Statement by the Civic Solidarity Platform on the amendments to the Russian NGO Law
On July 10, a committee of the State Duma of the Russian Federation approved amendments proposed by President Putin to draft legislation that would require Russian NGOs that receive funding from abroad and engage in “political activities” to register as “Foreign Agents.”
These amendments would exempt religious organizations, state-owned corporations or NGOs they have created from the requirement to register as foreign agents. They would also clarify that activities in the fields of science, culture, arts, health care, prevention and health protection, protection of motherhood and childhood, social support disabled people, promoting healthy lifestyles, physical culture and sports, protection of flora and fauna, charitable activities, as well as activities for the promotion of philanthropy and volunteerism would not be considered “political activities.” Finally, the amendments stripped from the draft bill provisions that would have introduced severe administrative punishments for violators. However, proponents of the bill made clear that this was simply a procedural move; they will reintroduce these changes as stand-alone legislation when the Duma returns for its fall session.
These amendments make clear the real goal of the proponents of this repressive legislation. After removing religious organizations and a number of specific activities from the scope of the law, what is left is obviously directed against human rights organizations that receive foreign financing.
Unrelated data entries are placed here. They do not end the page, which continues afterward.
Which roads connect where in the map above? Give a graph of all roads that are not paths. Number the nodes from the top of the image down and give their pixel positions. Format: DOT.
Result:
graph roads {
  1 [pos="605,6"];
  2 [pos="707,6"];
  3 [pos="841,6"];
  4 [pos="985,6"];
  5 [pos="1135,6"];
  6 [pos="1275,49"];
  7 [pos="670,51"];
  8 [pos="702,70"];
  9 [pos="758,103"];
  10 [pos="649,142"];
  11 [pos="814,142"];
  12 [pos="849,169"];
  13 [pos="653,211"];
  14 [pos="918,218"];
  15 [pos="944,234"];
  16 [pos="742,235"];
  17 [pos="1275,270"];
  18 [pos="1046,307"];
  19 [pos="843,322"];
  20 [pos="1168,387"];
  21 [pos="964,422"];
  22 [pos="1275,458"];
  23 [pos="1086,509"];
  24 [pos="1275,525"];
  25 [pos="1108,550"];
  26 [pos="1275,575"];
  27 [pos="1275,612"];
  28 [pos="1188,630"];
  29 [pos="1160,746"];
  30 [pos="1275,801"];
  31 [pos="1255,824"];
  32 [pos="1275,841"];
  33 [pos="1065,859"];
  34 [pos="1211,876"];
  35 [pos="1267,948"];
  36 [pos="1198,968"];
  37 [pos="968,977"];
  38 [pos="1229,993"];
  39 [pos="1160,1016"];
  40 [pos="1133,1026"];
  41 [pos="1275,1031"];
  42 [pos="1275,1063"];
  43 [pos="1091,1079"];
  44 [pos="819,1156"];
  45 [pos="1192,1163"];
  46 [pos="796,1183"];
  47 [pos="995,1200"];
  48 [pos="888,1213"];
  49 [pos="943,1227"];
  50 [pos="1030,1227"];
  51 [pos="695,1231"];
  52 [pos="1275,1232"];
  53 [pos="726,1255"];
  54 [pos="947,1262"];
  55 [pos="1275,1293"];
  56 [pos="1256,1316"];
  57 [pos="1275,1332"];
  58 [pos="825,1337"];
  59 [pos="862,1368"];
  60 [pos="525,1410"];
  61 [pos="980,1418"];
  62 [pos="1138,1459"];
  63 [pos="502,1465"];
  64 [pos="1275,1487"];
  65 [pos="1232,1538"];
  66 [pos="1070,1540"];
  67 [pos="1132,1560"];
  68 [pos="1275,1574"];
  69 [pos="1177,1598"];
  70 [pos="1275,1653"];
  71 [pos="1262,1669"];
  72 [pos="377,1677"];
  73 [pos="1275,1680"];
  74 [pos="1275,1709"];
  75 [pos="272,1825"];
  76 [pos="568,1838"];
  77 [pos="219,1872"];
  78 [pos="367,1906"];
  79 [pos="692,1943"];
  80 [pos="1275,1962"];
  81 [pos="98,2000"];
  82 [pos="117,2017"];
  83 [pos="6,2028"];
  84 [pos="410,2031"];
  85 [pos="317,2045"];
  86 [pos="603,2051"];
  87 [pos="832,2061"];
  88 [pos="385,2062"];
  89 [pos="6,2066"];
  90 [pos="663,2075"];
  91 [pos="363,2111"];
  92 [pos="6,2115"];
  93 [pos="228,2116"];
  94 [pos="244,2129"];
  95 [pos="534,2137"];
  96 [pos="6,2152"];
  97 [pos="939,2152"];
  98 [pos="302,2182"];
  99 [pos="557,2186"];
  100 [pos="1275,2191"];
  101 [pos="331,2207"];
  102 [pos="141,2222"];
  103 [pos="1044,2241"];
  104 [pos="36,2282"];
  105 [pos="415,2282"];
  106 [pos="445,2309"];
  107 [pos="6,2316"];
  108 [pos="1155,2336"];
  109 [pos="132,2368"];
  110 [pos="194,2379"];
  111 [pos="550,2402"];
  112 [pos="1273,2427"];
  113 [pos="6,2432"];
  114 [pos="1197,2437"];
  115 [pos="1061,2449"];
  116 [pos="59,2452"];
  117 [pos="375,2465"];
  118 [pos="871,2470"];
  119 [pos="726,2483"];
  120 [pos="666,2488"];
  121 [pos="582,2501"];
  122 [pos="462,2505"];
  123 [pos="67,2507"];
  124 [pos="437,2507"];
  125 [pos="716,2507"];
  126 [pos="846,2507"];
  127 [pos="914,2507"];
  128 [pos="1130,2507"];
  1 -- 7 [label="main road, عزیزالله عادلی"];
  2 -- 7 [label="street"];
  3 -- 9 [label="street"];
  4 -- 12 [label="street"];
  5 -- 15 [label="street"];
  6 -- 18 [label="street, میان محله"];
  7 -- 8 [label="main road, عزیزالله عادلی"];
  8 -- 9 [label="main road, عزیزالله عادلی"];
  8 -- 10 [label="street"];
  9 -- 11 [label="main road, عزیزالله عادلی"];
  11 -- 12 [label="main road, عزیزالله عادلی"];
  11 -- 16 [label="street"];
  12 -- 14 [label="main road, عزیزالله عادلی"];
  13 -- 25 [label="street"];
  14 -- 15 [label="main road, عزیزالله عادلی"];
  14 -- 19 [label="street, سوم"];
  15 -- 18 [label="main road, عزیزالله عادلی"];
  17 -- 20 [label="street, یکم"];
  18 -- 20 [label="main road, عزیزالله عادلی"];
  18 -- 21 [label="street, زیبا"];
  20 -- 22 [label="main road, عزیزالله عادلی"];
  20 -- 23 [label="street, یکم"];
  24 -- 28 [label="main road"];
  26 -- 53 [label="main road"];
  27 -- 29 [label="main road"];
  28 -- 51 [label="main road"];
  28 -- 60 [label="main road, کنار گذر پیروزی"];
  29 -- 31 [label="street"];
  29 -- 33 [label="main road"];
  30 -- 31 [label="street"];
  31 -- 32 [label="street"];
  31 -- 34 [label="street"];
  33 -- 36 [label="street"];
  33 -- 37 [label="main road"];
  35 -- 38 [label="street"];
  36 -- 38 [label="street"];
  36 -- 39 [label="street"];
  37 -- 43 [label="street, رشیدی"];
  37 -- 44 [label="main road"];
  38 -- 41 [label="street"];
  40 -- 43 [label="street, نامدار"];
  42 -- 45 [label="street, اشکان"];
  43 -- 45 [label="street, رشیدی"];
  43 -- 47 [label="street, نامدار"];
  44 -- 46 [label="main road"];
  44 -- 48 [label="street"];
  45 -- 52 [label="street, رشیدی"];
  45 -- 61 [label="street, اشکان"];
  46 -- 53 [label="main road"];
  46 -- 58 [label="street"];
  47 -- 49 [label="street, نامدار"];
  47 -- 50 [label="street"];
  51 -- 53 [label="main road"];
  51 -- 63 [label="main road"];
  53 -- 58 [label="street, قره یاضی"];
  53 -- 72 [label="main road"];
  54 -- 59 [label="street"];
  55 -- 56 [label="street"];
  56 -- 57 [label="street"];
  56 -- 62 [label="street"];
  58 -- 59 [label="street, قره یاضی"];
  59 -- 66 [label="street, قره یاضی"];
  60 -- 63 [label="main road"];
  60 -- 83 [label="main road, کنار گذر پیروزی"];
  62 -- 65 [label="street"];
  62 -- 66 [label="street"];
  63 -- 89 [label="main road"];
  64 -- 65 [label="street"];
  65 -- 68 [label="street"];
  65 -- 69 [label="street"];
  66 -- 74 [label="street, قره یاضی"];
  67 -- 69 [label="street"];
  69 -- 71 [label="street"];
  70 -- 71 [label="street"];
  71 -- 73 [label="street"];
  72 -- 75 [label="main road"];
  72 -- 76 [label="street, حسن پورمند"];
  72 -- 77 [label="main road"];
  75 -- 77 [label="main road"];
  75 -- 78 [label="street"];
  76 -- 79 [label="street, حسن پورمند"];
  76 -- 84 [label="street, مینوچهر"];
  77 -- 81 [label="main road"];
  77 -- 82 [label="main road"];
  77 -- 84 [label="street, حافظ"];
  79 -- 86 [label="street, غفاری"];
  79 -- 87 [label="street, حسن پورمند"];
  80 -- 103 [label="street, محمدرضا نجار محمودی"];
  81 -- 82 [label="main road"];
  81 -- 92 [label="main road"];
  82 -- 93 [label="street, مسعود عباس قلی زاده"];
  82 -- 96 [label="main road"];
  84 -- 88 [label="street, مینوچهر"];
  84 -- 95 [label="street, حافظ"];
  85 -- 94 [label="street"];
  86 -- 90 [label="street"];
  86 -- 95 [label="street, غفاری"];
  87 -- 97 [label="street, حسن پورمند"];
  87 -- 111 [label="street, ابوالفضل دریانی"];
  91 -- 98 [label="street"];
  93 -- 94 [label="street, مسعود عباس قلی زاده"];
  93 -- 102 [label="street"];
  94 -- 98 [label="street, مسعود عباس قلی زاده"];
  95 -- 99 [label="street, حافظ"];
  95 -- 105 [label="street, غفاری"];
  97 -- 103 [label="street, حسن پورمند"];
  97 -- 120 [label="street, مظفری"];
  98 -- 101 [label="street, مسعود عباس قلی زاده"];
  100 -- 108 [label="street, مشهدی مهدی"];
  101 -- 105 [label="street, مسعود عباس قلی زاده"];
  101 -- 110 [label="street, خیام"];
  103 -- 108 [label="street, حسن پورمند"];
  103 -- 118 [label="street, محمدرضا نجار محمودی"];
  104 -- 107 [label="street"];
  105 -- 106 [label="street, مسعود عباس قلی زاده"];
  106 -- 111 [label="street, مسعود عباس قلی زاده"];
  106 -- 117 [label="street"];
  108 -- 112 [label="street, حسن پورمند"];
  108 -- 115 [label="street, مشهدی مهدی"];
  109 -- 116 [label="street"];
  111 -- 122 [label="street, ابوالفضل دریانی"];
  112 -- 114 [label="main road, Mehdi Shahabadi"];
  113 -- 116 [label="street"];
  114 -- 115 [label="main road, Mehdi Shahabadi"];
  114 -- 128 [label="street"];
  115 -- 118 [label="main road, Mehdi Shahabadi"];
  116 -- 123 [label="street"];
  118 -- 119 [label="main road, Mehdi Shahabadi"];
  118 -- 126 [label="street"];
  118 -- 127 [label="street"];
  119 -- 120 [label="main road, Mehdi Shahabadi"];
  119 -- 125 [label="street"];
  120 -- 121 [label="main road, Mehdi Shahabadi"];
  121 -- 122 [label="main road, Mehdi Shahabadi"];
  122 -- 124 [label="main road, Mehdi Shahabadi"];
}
Even with the amendments adopted at the committee level on July 10, the members of Civic Solidarity continue to believe that, as a group of major Russian human rights leaders wrote in a July 5 letter to the leadership of the State Duma, “The real purpose of this bill is to discredit and de facto destroy the largest independent civic organizations in our country.” We continue to call on the State Duma to reverse course and reject the draft law. If passed by the Duma it should be rejected by the Federation Council or vetoed by President Putin.